The country’s rural communities have been denouncing, for some months now, cases of peasants murdered by the military. One can conclude that this is a permanent policy of the public force. One of the first reported cases is that of Dimar Torres, a former fighter. A group of peasants found his body when they searched for him after hearing shots fired on the night of April 22, 2019. Dimar’s body was riddled with bullets with signs of torture and castration. A group of military personnel was also on the scene digging a hole in the ground. In October 2019, a court convicted an army corporal for Dimar’s murder. The corporal acted on the orders of a general and two soldiers were helping him hide the body.

Salvador Jaime Durán met a similar fate in June 2020. Members of the community found the body of this young man killed by firearm. The peasants who found him detained six soldiers as the young man’s presumed assassins. Faced with these facts, an army brigadier claimed that Salvador’s death occurred in a firefight after the soldiers were attacked. However, in a later statement, the brigadier presented photographs of an ELN guerrilla, claiming that he was the murdered peasant.

Responding to the brigadier’s claims, the ELN denied in a statement that Salvador Jaime was part of their ranks. This sparked widespread outrage throughout the country because it’s yet another example of the military’s continued extrajudicial executions.

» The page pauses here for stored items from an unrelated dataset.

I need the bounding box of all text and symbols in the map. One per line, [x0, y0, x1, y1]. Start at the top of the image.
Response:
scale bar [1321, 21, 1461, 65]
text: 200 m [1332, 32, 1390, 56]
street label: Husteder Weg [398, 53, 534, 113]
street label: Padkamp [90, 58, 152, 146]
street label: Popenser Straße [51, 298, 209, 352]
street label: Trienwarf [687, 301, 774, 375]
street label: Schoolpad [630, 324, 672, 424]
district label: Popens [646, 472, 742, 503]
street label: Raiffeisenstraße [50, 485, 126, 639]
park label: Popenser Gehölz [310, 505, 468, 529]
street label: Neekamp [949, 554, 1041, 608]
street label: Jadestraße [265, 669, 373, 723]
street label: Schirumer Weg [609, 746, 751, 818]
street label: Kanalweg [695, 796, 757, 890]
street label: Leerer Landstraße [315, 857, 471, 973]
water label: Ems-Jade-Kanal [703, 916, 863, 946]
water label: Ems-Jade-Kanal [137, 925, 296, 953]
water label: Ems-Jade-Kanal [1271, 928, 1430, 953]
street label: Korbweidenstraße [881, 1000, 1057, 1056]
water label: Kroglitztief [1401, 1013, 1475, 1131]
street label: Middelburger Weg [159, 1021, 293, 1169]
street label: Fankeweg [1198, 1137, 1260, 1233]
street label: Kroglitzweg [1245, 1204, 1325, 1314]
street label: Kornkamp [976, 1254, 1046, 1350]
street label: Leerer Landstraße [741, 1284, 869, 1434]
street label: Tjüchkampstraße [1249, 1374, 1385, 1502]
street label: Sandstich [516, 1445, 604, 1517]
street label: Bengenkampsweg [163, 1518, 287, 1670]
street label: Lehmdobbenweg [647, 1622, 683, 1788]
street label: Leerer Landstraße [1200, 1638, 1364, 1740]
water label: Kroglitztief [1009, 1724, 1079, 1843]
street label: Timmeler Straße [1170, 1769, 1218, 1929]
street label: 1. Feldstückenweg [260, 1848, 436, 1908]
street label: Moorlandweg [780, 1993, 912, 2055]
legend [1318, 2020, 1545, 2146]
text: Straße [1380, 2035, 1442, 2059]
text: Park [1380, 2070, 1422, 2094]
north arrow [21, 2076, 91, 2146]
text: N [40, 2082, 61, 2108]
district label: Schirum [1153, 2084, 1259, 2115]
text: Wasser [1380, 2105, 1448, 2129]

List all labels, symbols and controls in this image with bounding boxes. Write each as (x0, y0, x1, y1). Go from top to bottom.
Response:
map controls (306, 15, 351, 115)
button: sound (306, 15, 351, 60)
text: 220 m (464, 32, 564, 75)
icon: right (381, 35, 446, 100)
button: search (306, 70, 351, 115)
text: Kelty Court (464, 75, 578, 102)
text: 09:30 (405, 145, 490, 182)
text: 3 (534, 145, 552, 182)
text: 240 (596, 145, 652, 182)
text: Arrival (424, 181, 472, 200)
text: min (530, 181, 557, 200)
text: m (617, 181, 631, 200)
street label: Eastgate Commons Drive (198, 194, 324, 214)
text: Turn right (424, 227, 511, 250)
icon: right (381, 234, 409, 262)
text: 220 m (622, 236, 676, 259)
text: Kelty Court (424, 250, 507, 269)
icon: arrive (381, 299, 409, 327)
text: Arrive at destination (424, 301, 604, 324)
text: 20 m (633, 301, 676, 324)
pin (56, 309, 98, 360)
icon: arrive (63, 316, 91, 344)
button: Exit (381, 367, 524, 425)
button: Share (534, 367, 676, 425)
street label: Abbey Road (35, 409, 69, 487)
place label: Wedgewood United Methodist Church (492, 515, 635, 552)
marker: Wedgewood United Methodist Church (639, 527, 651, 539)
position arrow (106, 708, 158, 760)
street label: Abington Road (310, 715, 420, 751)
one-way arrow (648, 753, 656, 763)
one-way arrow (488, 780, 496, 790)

The public forces often justify these killings by claiming that the victims are members of illegal armed groups or criminals. This also happened with Joel Villamizar, an U’wa indigenous man killed by the military at the end of May. Army commanders justified the killing by claiming that Joel was a member of the security detail of some organized armed group leader.

This practice is in line with public statements of the military representative to the Truth Commission, who rejected that there is a “false positive” pattern and tried to present them as mere isolated acts. Members of the institutions seem to be denying the State’s crimes in Colombia.

The prevalence of the “false positives” isn’t the only type of human rights abuse involving the Public Force. In their forced eradication operations, the military is burning houses and subsistence crops and attacking and killing unarmed peasants. They’re also threatening communities with the return of paramilitary groups such as the AUC1. There are cases of sexual violence, such as the gang rape of an Emberá girl by seven soldiers. None of these incidents are isolated cases. General Zapateiro himself reported that since 2016, army personnel were involved in 118 sexual aggression cases.

Ronald Rojas, the FARC party delegate to the CSIVI, the Peace agreement’s Follow-up and Verification Commission, even claims he has evidence that in a talk to career soldiers of the Magdalena Battalion in Pitalito, an official stated that there is no difference between former members of the FARC currently working in the political party and the so-called dissidents or residual organized armed groups2.

The Final Accord doesn’t contain a point on reforming the security sector, although the international community recognizes the need for such reforms in post-conflict settings. The constant condemnations of human rights violations and breaches of international humanitarian law by the military put the discussion on reforming Colombia’s armed forces on the front burner.

1 Misión Humanitaria por la vida y la paz en los llanos orientales y la Orinoquía. Comunicado final. [Humanitarian Mission for Life and Peace in the eastern plains and Orinoquía.]

2 El Espectador (June 1, 2020) La propuesta que FARC le hizo a la JEP para detener los asesinatos de excombatientes. [The FARC presented a proposal to the JEP to stop the assassination of former fighters]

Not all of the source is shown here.